TASK DIRECTIONS:
Only a number is wanted here: the number of lines of the data that include "from".

RECORDS FOR THIS EXERCISE:
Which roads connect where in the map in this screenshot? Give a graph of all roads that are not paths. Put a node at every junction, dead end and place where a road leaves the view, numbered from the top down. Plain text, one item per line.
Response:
--
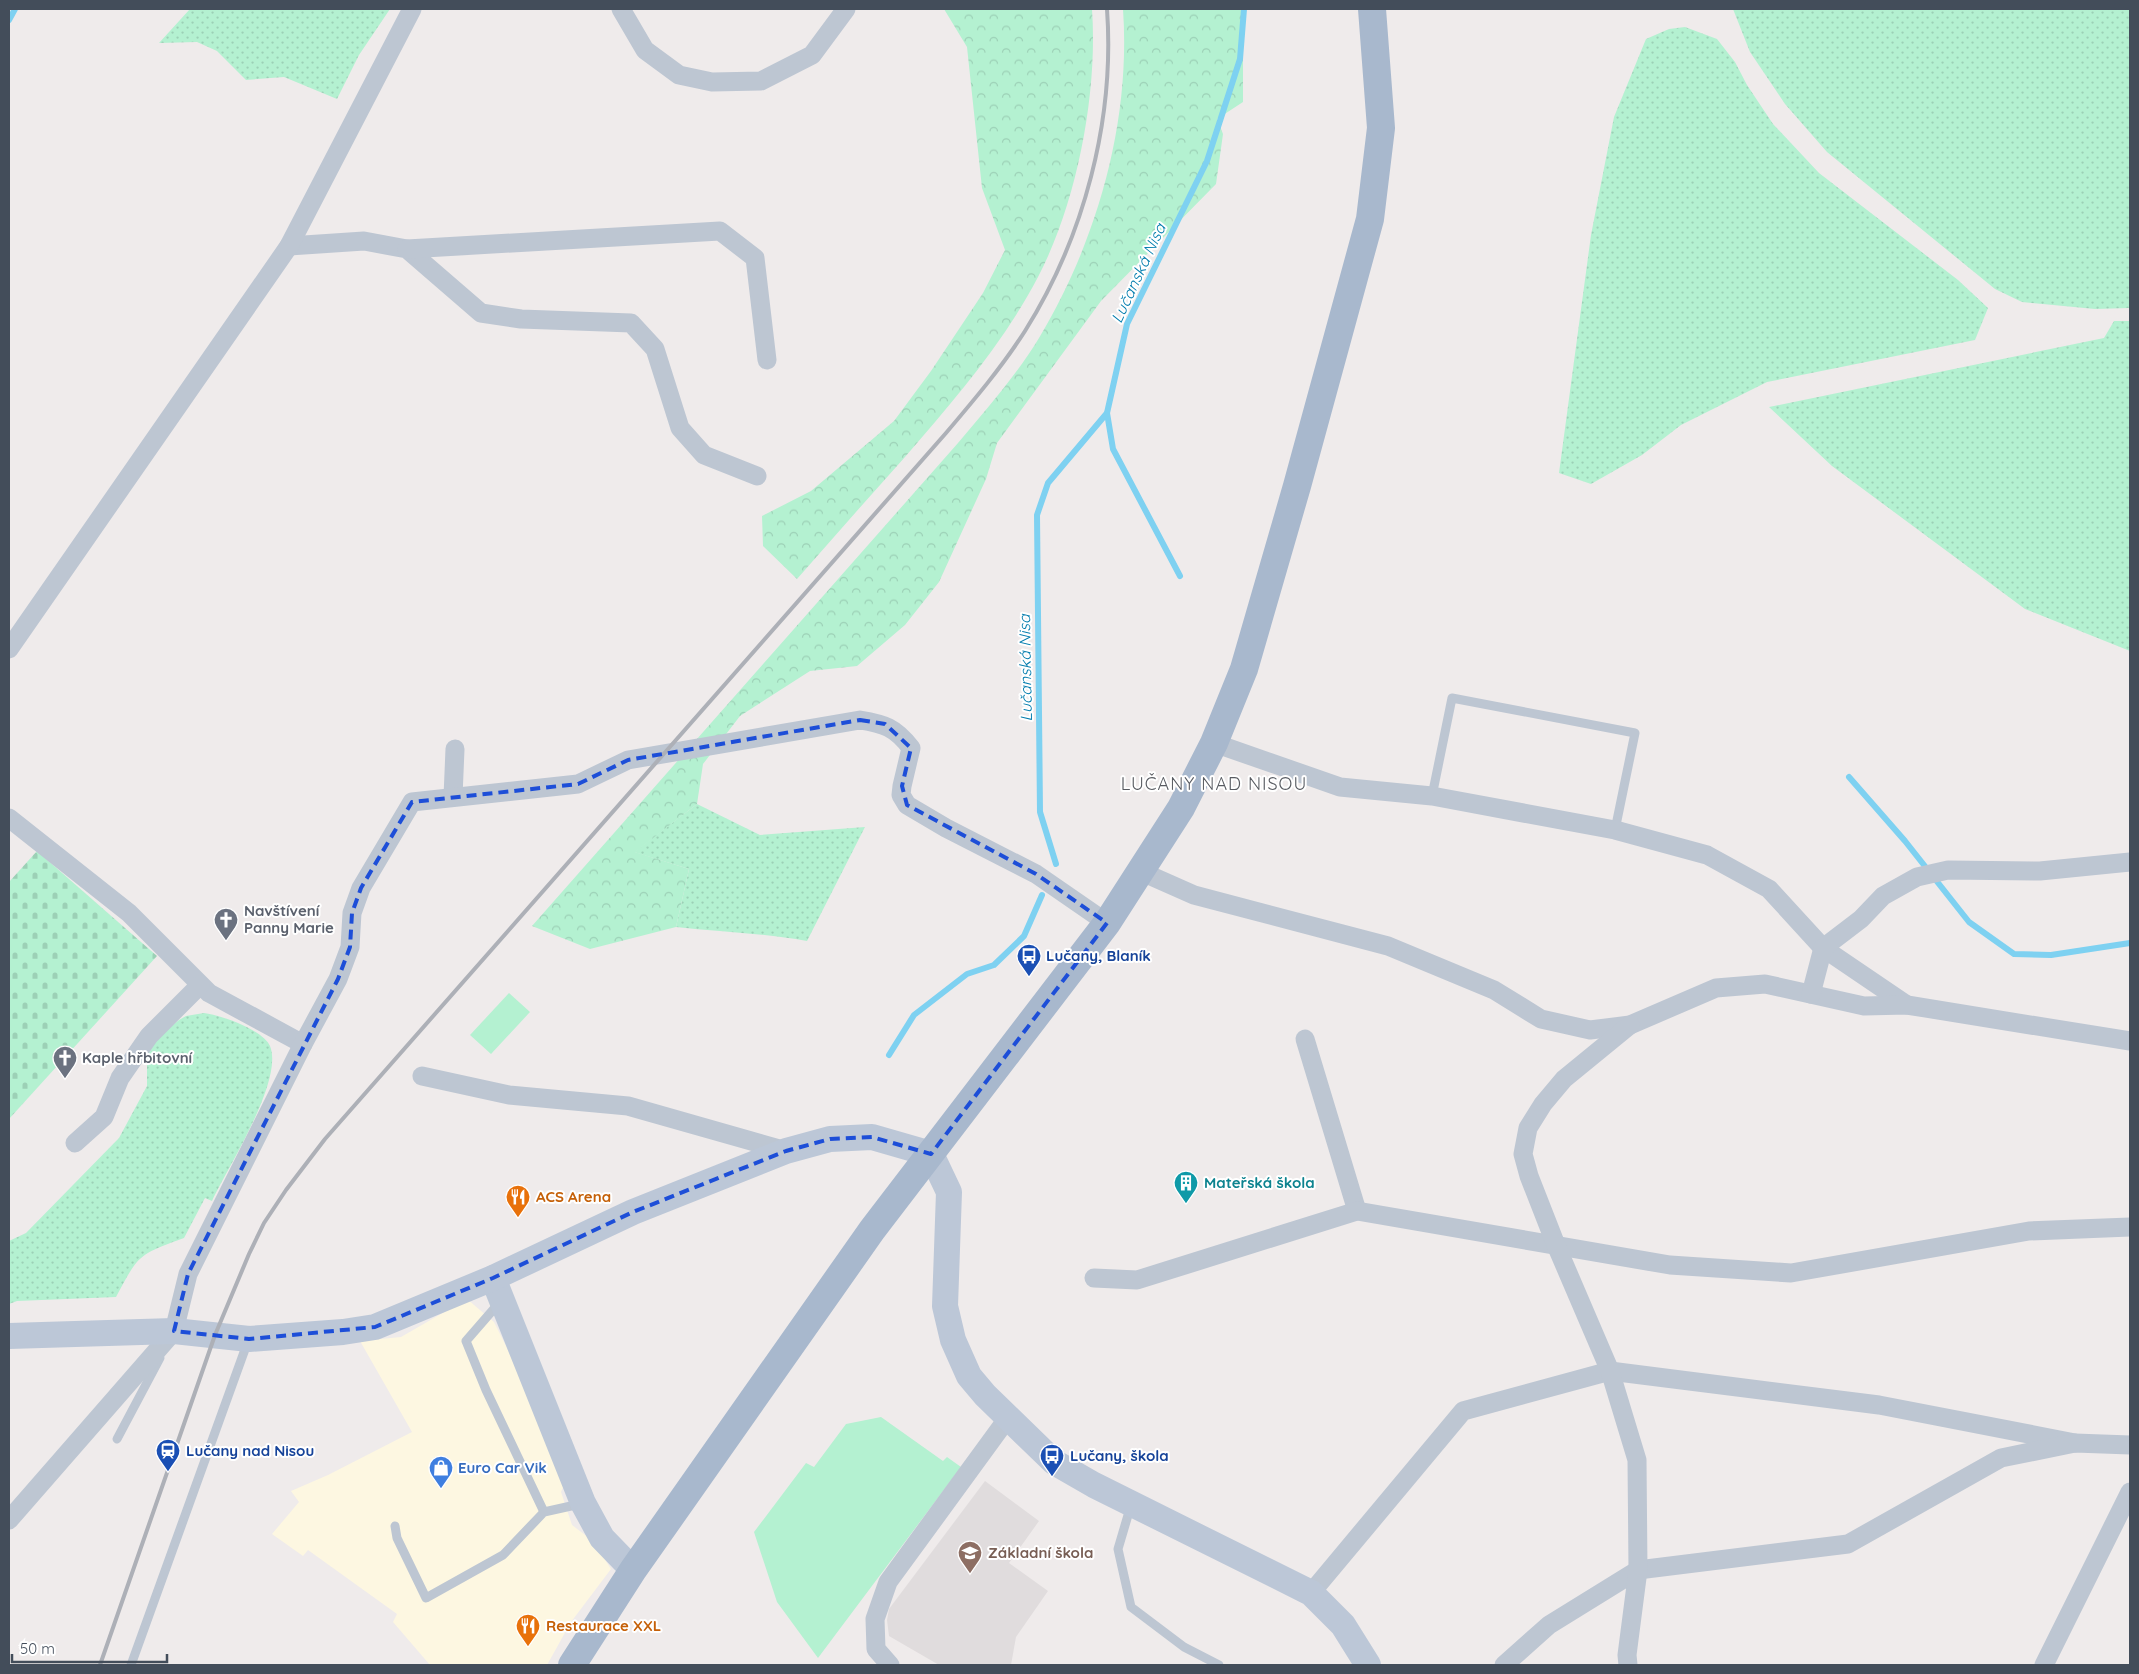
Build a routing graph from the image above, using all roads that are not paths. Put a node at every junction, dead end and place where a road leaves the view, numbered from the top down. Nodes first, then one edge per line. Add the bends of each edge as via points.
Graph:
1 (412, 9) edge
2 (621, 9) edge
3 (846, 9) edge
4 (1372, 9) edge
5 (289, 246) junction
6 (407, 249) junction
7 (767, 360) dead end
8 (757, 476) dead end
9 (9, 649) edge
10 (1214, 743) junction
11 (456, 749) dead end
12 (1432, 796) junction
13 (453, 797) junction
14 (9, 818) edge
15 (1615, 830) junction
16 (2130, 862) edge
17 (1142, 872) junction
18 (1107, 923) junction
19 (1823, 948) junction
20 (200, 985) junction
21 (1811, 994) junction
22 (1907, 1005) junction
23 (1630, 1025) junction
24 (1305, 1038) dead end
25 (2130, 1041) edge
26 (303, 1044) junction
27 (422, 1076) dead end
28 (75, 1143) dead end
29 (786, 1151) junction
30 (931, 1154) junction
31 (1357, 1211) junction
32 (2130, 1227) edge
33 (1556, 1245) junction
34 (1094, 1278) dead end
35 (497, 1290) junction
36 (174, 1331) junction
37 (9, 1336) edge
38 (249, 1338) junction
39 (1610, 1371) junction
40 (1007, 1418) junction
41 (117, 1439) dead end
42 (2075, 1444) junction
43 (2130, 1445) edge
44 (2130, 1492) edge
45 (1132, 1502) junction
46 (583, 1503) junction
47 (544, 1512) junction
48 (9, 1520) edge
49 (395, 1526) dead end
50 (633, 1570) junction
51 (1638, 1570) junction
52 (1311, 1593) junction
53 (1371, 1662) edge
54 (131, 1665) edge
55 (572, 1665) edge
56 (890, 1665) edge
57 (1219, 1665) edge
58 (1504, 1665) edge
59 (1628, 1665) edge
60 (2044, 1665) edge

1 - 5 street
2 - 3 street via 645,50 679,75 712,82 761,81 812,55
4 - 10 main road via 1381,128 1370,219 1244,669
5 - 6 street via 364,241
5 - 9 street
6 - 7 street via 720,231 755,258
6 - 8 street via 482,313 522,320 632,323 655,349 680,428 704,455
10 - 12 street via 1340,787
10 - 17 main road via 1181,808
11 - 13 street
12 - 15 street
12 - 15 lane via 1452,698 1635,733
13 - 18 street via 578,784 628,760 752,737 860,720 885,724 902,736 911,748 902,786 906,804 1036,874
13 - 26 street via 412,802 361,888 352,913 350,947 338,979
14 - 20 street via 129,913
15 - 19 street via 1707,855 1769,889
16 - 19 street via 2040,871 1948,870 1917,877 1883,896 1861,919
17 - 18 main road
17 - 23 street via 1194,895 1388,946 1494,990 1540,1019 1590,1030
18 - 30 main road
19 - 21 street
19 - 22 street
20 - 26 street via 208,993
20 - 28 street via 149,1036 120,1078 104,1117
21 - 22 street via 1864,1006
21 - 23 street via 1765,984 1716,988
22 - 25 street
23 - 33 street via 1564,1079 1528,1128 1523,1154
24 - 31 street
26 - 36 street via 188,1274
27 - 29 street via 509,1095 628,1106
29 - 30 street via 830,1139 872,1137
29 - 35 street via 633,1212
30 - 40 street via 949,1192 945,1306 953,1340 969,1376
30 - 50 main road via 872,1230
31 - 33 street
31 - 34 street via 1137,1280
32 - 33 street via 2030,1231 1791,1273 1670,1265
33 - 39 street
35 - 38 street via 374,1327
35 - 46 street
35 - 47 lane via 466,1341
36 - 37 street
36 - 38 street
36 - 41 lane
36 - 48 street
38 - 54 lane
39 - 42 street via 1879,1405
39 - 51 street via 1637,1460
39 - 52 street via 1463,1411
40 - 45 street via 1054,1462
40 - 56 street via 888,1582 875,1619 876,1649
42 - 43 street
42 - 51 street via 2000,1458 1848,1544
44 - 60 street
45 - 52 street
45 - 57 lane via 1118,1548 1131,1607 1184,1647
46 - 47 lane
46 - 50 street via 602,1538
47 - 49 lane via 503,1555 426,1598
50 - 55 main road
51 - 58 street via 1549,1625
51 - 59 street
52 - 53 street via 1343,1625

EXPECTED ANSWER:
2